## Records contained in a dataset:
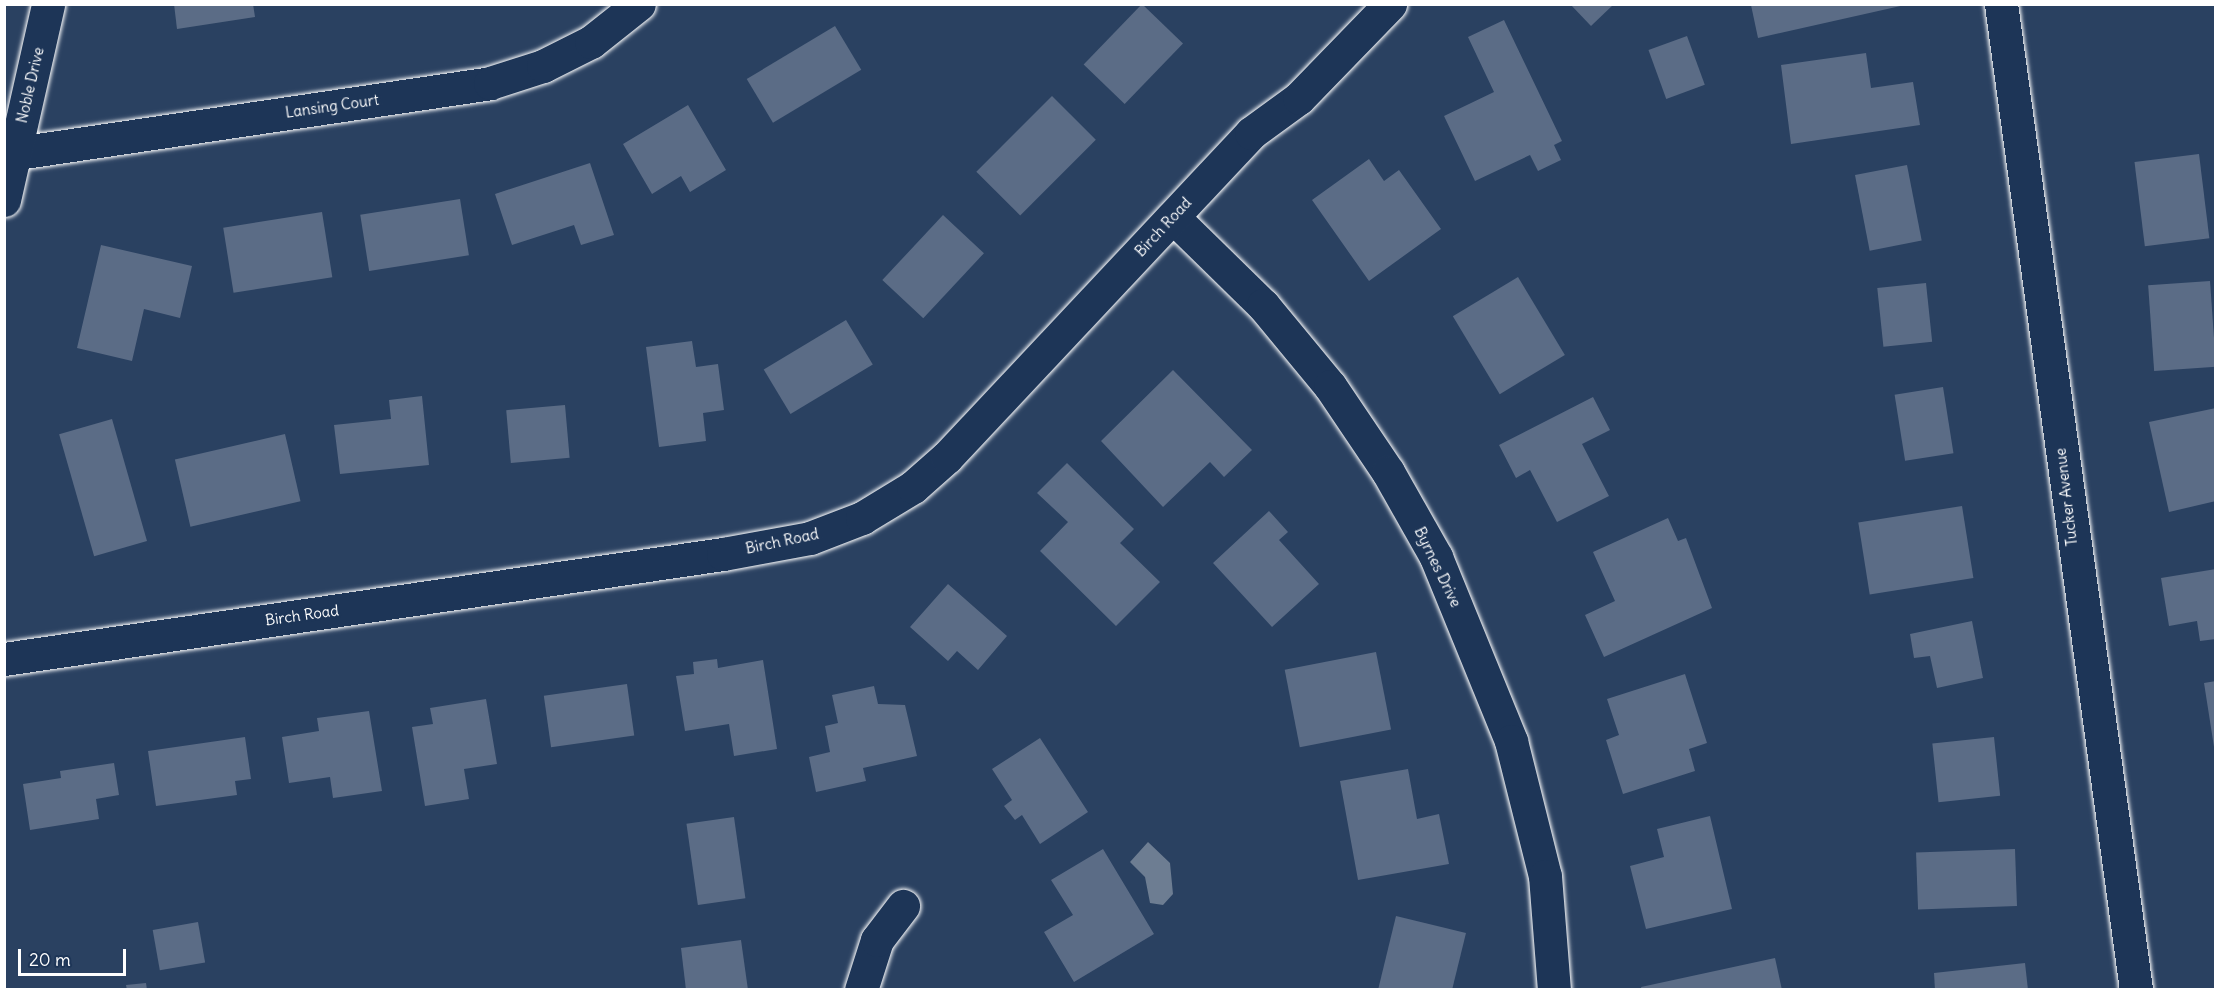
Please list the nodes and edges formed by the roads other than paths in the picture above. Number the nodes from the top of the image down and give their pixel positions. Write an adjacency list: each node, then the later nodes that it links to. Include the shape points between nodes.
1 (48, 4): 5 (street, Noble Drive)
2 (639, 4): 5 (street, Lansing Court, via 591,42 543,66 490,83)
3 (1390, 4): 7 (street, Birch Road, via 1299,98 1251,133)
4 (2001, 4): 12 (street, Tucker Avenue)
5 (10, 154): 6 (street, Noble Drive)
6 (4, 200)
7 (1173, 216): 8 (street, Birch Road, via 946,457 872,512 820,534 723,554); 11 (street, Byrnes Drive, via 1263,305 1330,386 1388,472 1436,557 1511,741 1545,876)
8 (4, 659)
9 (903, 906): 10 (street, via 877,940)
10 (861, 990)
11 (1554, 990)
12 (2136, 990)

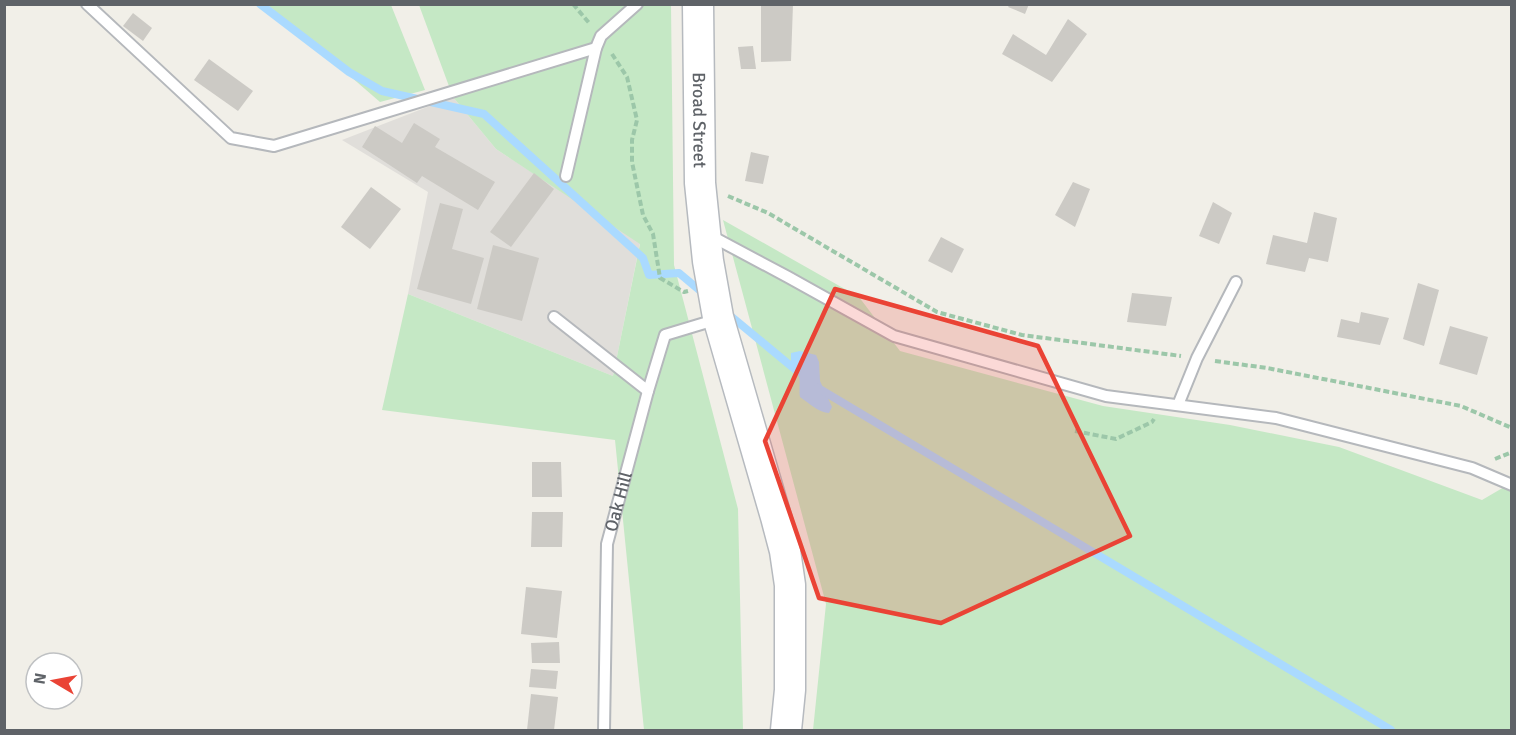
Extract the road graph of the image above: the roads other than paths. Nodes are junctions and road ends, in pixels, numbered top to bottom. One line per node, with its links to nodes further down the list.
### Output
1 (87, 4): 4 (lane)
2 (636, 4): 4 (lane)
3 (698, 4): 6 (street, Broad Street)
4 (596, 48): 5 (lane)
5 (567, 176)
6 (705, 233): 8 (street); 11 (lane)
7 (1236, 282): 11 (lane)
8 (716, 308): 10 (lane, Oak Hill); 14 (street)
9 (554, 317): 10 (lane)
10 (648, 391): 13 (lane, Oak Hill)
11 (1178, 405): 12 (lane)
12 (1512, 485)
13 (604, 730)
14 (786, 730)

## TASK DESCRIPTION:
Every line from the top of the entries through the line that holds "Extract the road" is to be quoted exactly, please, and nothing else; omit the pictures.

## OUTPUT BELOW:
Please list the nodes and edges formed by the roads other than paths in the picture above. Number the nodes from the top of the image down and give their pixel positions. Write an adjacency list: each node, then the later nodes that it links to. Include the shape points between nodes.
1 (48, 4): 5 (street, Noble Drive)
2 (639, 4): 5 (street, Lansing Court, via 591,42 543,66 490,83)
3 (1390, 4): 7 (street, Birch Road, via 1299,98 1251,133)
4 (2001, 4): 12 (street, Tucker Avenue)
5 (10, 154): 6 (street, Noble Drive)
6 (4, 200)
7 (1173, 216): 8 (street, Birch Road, via 946,457 872,512 820,534 723,554); 11 (street, Byrnes Drive, via 1263,305 1330,386 1388,472 1436,557 1511,741 1545,876)
8 (4, 659)
9 (903, 906): 10 (street, via 877,940)
10 (861, 990)
11 (1554, 990)
12 (2136, 990)

Extract the road graph of the image above: the roads other than paths. Nodes are junctions and road ends, in pixels, numbered top to bottom. One line per node, with its links to nodes further down the list.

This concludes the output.